I reported that to my Hauptmann and we were instructed to form a team to go find where the 36th was, since the Hauptmann suspected they were flanking again. I led a team down the road the opposite direction from the front. The team was two soldaten from the 167 Volksgrenadier and two Fallschirmjäger with K98s and last me with MP40.
Zwei soldaten 167 Volksgrenadier
As we reached the road split we circled back to the front on the other road. In the distance we heard some muffled vehicle noise and we moved into an ambush across the road. We arrayed on the road and I went forward to sit on the hill past the site to close the kill zone and use the full auto spray on the occupants of the kill zone.

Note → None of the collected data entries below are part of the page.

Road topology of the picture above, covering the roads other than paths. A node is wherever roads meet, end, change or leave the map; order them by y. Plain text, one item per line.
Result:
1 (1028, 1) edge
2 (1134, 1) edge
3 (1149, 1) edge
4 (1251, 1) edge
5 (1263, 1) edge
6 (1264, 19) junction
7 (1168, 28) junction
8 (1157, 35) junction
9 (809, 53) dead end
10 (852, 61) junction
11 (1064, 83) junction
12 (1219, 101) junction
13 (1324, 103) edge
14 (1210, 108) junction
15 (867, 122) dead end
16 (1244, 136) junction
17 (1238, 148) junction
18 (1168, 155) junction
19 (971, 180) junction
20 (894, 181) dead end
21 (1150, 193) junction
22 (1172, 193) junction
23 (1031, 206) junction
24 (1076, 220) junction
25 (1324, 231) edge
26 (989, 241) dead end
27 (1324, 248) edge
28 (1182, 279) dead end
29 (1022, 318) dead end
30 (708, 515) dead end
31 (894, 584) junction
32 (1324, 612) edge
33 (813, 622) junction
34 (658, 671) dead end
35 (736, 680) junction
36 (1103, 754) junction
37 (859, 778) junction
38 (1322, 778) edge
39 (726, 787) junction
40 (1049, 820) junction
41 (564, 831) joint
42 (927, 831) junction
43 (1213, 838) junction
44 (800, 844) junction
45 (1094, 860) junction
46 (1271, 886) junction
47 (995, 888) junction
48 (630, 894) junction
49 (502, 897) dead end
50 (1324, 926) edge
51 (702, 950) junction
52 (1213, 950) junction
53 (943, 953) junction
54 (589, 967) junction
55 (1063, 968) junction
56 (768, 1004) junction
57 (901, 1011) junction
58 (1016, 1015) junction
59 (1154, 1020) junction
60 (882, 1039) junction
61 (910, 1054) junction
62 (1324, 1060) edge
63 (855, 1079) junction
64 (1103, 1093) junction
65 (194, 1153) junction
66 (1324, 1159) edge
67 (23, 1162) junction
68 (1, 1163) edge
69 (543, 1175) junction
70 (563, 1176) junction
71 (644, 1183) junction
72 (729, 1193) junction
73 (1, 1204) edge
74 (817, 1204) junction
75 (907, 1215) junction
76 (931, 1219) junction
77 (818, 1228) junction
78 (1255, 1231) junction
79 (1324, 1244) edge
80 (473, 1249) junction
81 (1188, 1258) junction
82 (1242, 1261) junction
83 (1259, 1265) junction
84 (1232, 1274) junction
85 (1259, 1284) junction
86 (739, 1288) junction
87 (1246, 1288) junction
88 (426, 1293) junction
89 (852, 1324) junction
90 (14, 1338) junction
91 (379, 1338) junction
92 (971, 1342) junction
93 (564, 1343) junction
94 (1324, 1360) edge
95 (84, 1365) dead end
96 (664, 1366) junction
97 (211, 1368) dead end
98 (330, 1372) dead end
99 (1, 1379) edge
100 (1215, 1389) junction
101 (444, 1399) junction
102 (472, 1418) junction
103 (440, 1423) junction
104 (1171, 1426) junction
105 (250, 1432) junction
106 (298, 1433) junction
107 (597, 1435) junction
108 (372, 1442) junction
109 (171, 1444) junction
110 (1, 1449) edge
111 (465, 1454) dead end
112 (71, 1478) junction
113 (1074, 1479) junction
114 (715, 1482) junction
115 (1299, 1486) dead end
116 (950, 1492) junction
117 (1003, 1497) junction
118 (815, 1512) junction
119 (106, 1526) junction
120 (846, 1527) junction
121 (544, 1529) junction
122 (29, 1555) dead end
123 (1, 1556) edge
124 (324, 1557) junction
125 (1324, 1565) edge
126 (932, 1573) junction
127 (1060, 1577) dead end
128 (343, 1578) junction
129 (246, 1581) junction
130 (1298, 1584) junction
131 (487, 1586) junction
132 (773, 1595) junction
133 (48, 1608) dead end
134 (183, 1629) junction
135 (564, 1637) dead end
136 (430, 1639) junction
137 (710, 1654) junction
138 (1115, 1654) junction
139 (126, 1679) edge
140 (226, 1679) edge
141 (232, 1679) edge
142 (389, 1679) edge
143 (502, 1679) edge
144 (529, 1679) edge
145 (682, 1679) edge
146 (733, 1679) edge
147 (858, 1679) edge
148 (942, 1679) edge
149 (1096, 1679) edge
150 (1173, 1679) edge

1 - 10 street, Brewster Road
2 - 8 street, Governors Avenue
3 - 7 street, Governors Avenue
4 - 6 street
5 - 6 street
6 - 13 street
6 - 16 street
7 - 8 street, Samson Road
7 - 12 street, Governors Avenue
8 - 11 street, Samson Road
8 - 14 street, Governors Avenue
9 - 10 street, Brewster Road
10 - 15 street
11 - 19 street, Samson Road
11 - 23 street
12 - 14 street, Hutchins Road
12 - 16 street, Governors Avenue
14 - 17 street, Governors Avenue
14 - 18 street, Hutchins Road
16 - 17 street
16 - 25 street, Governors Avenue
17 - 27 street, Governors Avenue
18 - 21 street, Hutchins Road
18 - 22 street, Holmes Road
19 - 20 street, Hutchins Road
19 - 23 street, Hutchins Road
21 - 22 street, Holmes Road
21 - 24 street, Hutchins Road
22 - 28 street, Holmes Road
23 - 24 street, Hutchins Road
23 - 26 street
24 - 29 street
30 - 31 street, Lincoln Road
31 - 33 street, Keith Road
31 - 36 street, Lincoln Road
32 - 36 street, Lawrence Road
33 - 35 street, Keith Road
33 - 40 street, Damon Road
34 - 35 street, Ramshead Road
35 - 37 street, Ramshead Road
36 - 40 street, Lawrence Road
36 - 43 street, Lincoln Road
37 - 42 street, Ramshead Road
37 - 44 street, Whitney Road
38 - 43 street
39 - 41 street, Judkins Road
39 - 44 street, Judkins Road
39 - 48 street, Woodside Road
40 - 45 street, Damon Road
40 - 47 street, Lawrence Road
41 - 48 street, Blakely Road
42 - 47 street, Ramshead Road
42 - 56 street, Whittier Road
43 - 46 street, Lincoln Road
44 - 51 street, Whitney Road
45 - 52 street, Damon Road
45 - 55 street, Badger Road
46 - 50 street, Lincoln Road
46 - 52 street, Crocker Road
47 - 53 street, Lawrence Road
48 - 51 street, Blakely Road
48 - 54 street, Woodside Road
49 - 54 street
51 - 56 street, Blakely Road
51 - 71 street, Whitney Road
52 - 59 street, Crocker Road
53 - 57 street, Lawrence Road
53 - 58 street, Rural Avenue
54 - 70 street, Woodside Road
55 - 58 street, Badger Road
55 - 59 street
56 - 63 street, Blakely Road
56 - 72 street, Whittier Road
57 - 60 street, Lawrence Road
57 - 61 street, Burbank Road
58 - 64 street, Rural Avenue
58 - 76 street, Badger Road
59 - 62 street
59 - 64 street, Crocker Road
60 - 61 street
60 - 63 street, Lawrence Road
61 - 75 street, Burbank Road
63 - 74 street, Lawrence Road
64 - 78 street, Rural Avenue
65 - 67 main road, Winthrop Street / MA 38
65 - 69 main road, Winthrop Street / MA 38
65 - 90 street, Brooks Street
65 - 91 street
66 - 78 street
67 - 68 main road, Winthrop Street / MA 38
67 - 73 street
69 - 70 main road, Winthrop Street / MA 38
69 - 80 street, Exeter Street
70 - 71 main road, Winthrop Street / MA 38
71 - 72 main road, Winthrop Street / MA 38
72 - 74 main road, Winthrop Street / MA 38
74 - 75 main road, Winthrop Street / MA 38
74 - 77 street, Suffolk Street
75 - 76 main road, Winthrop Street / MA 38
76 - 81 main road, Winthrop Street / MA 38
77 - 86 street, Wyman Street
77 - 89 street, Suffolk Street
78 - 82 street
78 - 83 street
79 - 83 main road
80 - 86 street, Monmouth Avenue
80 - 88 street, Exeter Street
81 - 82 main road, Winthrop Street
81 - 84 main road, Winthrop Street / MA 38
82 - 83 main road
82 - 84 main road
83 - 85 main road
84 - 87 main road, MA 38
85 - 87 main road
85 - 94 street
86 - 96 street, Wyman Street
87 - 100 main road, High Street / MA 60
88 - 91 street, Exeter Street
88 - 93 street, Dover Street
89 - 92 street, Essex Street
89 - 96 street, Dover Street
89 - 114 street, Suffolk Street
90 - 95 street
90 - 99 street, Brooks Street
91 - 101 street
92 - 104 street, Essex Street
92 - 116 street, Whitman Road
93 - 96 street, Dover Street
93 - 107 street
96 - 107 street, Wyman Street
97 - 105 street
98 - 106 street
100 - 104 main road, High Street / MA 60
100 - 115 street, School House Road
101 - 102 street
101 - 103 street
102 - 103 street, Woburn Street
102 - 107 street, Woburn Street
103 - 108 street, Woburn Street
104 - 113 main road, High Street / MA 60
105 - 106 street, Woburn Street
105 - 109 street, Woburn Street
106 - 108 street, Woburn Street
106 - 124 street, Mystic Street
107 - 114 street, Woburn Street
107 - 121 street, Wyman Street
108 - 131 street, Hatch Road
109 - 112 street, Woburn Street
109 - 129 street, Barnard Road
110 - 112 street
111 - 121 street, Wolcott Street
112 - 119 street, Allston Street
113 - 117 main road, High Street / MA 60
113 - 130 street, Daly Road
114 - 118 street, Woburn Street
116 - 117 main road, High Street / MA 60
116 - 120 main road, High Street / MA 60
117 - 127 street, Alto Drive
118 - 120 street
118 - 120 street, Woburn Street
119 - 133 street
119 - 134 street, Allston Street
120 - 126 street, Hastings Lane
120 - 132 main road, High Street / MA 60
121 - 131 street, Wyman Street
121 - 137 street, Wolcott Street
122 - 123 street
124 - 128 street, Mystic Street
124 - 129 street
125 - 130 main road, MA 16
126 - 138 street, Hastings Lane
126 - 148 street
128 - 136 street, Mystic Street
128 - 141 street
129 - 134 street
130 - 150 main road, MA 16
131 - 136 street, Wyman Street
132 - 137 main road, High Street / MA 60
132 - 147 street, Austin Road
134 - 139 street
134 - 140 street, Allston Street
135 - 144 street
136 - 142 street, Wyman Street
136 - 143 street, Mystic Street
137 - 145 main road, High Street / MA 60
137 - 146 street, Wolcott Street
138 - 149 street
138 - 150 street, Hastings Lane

We sat in ambush for a few minutes and we could hear the GIs talking about putting Jeeps into 4L to climb a hill. The two Jeeps crested the hill, waited and then the first one came into the kill zone. They never saw it coming until we lit them up. The first was a jeep with a .30 cal an American Captain and two GIs. They ran right into it when the 98′s opened up I sprayed them from the side. The Captain was so surprised he just yelled “F**k!’ at the top of his lungs, they never even got a shot off.
The next Jeep with 3 more Amis and a .30 drove right up into the KZ and got the same treatment. The Amis on foot came up and started flanking us and at first didn’t see us so we got 4 more of them before they dropped us.